[Image above] The LumiFlex glass floor by ASB is the first-ever full video floor. Credit: ASB GlassFloor, YouTube
When considering which material to use for a load-bearing structural element, concrete and steel are near the top of any architect’s lists. In recent years, however, another material has surprisingly shown itself capable of such applications—glass.
Traditionally, glass is used in non-load-bearing architectural elements, such as curtain walls, due to its brittleness. But advancements in glass processing and design have improved the material’s mechanical properties to the point that glass is starting to be used in load-bearing applications as well, such as bridges and flood walls.
With March Madness ending this weekend, now is an opportune time to highlight another recent example of glass being used in a load-bearing application—and to build hype for the FIBA U19 Women’s Basketball World Cup coming in July.
On Monday, March 27, the International Basketball Federation (FIBA) announced the first-ever use of an innovative glass court in an official FIBA competition. The LumiFlex glass floor was designed by pioneering German manufacturer ASB.
ASB, short for aluminum system construction, was founded in 1965 as a company for interior construction. The company originally achieved success through a prefabricated aluminum building system. But since 2006, ASB became known for its innovations in glass sports floors, particularly in the world of squash.
ASB launched the LumiFlex line of glass floors in 2016. The LumiFlex textured glass surface is embedded with dynamic LED technology, allowing it to function as the first-ever full video floor.

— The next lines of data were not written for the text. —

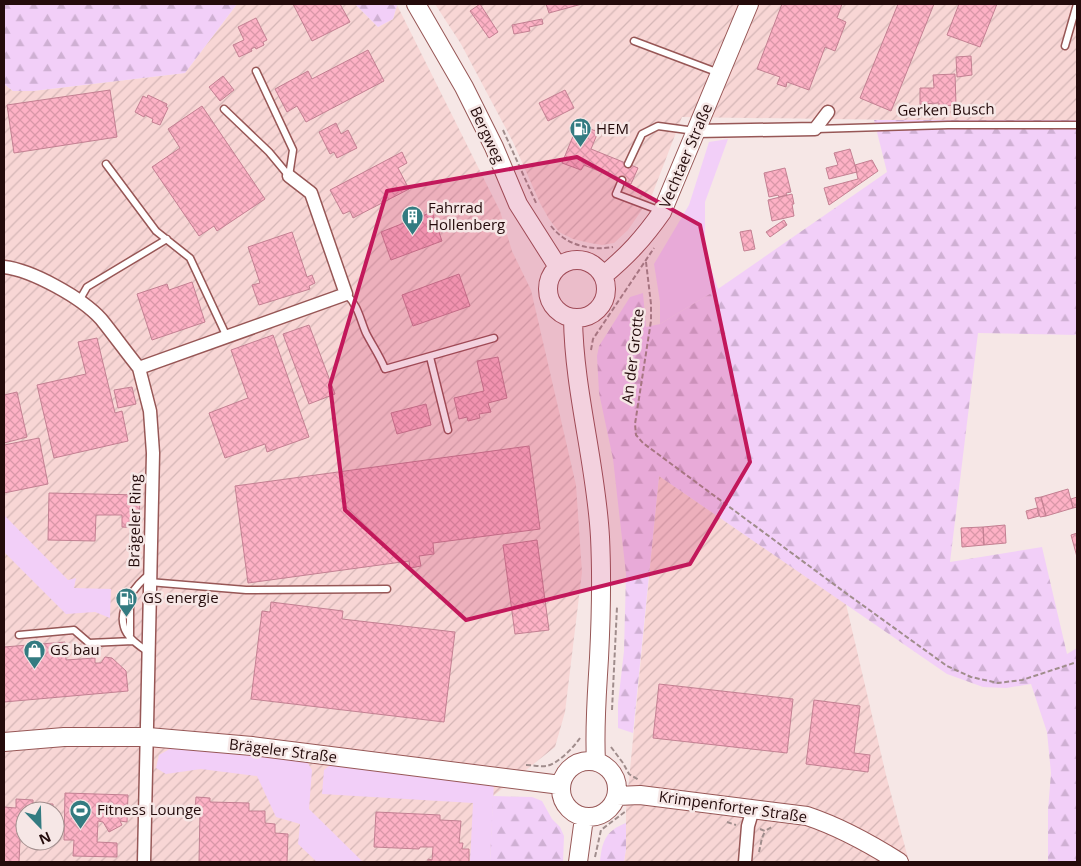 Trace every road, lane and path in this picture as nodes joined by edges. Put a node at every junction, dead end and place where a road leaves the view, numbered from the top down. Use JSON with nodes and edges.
{"nodes":[{"id":1,"x":416,"y":4,"type":"edge"},
{"id":2,"x":749,"y":4,"type":"edge"},
{"id":3,"x":1077,"y":4,"type":"edge"},
{"id":4,"x":634,"y":41,"type":"dead end"},
{"id":5,"x":1065,"y":46,"type":"dead end"},
{"id":6,"x":256,"y":71,"type":"dead end"},
{"id":7,"x":720,"y":74,"type":"junction"},
{"id":8,"x":224,"y":109,"type":"dead end"},
{"id":9,"x":828,"y":112,"type":"dead end"},
{"id":10,"x":1077,"y":126,"type":"edge"},
{"id":11,"x":815,"y":129,"type":"junction"},
{"id":12,"x":696,"y":131,"type":"junction"},
{"id":13,"x":106,"y":164,"type":"dead end"},
{"id":14,"x":628,"y":164,"type":"dead end"},
{"id":15,"x":289,"y":176,"type":"junction"},
{"id":16,"x":622,"y":180,"type":"dead end"},
{"id":17,"x":662,"y":212,"type":"junction"},
{"id":18,"x":546,"y":220,"type":"dead end"},
{"id":19,"x":166,"y":240,"type":"junction"},
{"id":20,"x":648,"y":243,"type":"junction"},
{"id":21,"x":614,"y":247,"type":"dead end"},
{"id":22,"x":646,"y":261,"type":"junction"},
{"id":23,"x":4,"y":267,"type":"edge"},
{"id":24,"x":558,"y":267,"type":"junction"},
{"id":25,"x":602,"y":276,"type":"junction"},
{"id":26,"x":346,"y":294,"type":"junction"},
{"id":27,"x":79,"y":302,"type":"junction"},
{"id":28,"x":573,"y":318,"type":"junction"},
{"id":29,"x":227,"y":337,"type":"junction"},
{"id":30,"x":494,"y":338,"type":"dead end"},
{"id":31,"x":591,"y":355,"type":"dead end"},
{"id":32,"x":430,"y":357,"type":"junction"},
{"id":33,"x":139,"y":368,"type":"junction"},
{"id":34,"x":448,"y":430,"type":"dead end"},
{"id":35,"x":150,"y":578,"type":"junction"},
{"id":36,"x":387,"y":589,"type":"dead end"},
{"id":37,"x":616,"y":602,"type":"dead end"},
{"id":38,"x":19,"y":634,"type":"dead end"},
{"id":39,"x":131,"y":638,"type":"junction"},
{"id":40,"x":148,"y":652,"type":"junction"},
{"id":41,"x":1076,"y":661,"type":"edge"},
{"id":42,"x":611,"y":718,"type":"dead end"},
{"id":43,"x":148,"y":737,"type":"junction"},
{"id":44,"x":4,"y":742,"type":"edge"},
{"id":45,"x":610,"y":744,"type":"dead end"},
{"id":46,"x":596,"y":761,"type":"junction"},
{"id":47,"x":560,"y":786,"type":"junction"},
{"id":48,"x":640,"y":795,"type":"junction"},
{"id":49,"x":617,"y":796,"type":"junction"},
{"id":50,"x":753,"y":809,"type":"junction"},
{"id":51,"x":629,"y":810,"type":"dead end"},
{"id":52,"x":584,"y":818,"type":"junction"},
{"id":53,"x":765,"y":831,"type":"dead end"},
{"id":54,"x":758,"y":857,"type":"dead end"},
{"id":55,"x":144,"y":862,"type":"edge"},
{"id":56,"x":578,"y":862,"type":"edge"},
{"id":57,"x":594,"y":862,"type":"edge"},
{"id":58,"x":745,"y":862,"type":"edge"},
{"id":59,"x":898,"y":862,"type":"edge"}],
"edges":[{"from":1,"to":24,"type":"main road","name":"Bergweg"},
{"from":2,"to":7,"type":"main road","name":"Vechtaer Straße"},
{"from":3,"to":5,"type":"lane"},
{"from":4,"to":7,"type":"lane"},
{"from":6,"to":15,"type":"lane"},
{"from":7,"to":12,"type":"main road","name":"Vechtaer Straße"},
{"from":8,"to":15,"type":"lane"},
{"from":9,"to":11,"type":"street"},
{"from":10,"to":11,"type":"lane","name":"Gerken Busch"},
{"from":11,"to":12,"type":"street","name":"Gerken Busch"},
{"from":12,"to":14,"type":"lane"},
{"from":12,"to":17,"type":"main road","name":"Vechtaer Straße"},
{"from":13,"to":19,"type":"lane"},
{"from":15,"to":26,"type":"street"},
{"from":16,"to":17,"type":"lane"},
{"from":17,"to":20,"type":"main road","name":"Vechtaer Straße"},
{"from":18,"to":21,"type":"path"},
{"from":19,"to":27,"type":"lane"},
{"from":19,"to":29,"type":"lane"},
{"from":20,"to":22,"type":"path","name":"An der Grotte"},
{"from":20,"to":22,"type":"path"},
{"from":20,"to":25,"type":"main road","name":"Vechtaer Straße"},
{"from":22,"to":31,"type":"path"},
{"from":22,"to":41,"type":"path","name":"An der Grotte"},
{"from":23,"to":27,"type":"street","name":"Brägeler Ring"},
{"from":24,"to":25,"type":"main road"},
{"from":24,"to":28,"type":"main road"},
{"from":25,"to":28,"type":"main road"},
{"from":26,"to":29,"type":"street"},
{"from":26,"to":32,"type":"lane"},
{"from":27,"to":33,"type":"street","name":"Brägeler Ring"},
{"from":28,"to":46,"type":"main road"},
{"from":29,"to":33,"type":"street"},
{"from":30,"to":32,"type":"lane"},
{"from":32,"to":34,"type":"lane"},
{"from":33,"to":35,"type":"street","name":"Brägeler Ring"},
{"from":35,"to":36,"type":"lane"},
{"from":35,"to":39,"type":"lane"},
{"from":35,"to":40,"type":"street","name":"Brägeler Ring"},
{"from":37,"to":42,"type":"path"},
{"from":38,"to":39,"type":"lane"},
{"from":39,"to":40,"type":"lane"},
{"from":40,"to":43,"type":"street","name":"Brägeler Ring"},
{"from":43,"to":44,"type":"main road","name":"Brägeler Straße"},
{"from":43,"to":47,"type":"main road","name":"Brägeler Straße"},
{"from":43,"to":55,"type":"street","name":"Brägeler Ring"},
{"from":45,"to":48,"type":"path"},
{"from":46,"to":47,"type":"main road"},
{"from":46,"to":49,"type":"main road"},
{"from":47,"to":52,"type":"main road"},
{"from":48,"to":49,"type":"main road","name":"Krimpenforter Straße"},
{"from":48,"to":50,"type":"main road","name":"Krimpenforter Straße"},
{"from":49,"to":52,"type":"main road"},
{"from":50,"to":58,"type":"street"},
{"from":50,"to":59,"type":"main road","name":"Krimpenforter Straße"},
{"from":51,"to":57,"type":"path"},
{"from":52,"to":56,"type":"main road"},
{"from":53,"to":54,"type":"path"}]}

Not only can it provide markings for multiple sports, the LumiFlex glass floor can stream a broadcast, project game stats, or beam advertisements on its surface. So, it is useful in venues far beyond just professional sports events. (For example, country star Garth Brooks used a LumiFlex stage for his 2016 tour of arenas and stadiums.)
Regarding the use of LumiFlex in the upcoming World Cup, FIBA previously cleared the LumiFlex glass floor for competitive use at Levels 2 and 3 in 2017. However, it wasn’t until last year, 2022, that FIBA cleared it for use in Level 1 basketball competitions. This slow approval was due to several concerns the federation had about the floor, according to a Sports Business Journal article.
“A concern was that the out-of-bounds lines, shining up from beneath the floor, would not be the right size or angle. Or that the brightness of the floor would affect the clarity of TV broadcasts. Or that the light and glass would combine to make the court hot to the touch,” the SBJ article explains.
However, after FIBA strategically observed the 3-on-3 Ruhr Games in Bochum, Germany, in 2021, played on a LumiFlex glass court, the federation determined “that the court’s lines were precise, that the floor’s matte finish created actually less glare on TV, and that the glass was only five to 10 degrees warmer than a hardwood floor,” the SBJ article continues.
Coaches and teams arriving for the FIBA U19 Women’s Basketball World Cup will get a tutorial on the LumiFlex glass court, as well as time to practice on it, before the tournament starts.
“It is with great pride that we look forward to witnessing the premiere of this glass flooring court on the world stage in July,” says FIBA secretary general Andreas Zagklis in a news release. “Delivering on one of our strategic priorities, it also underlines just how much FIBA is determined to advance our sport so we can make basketball even more appealing and engaging for fans, while also enhancing the experience for players.”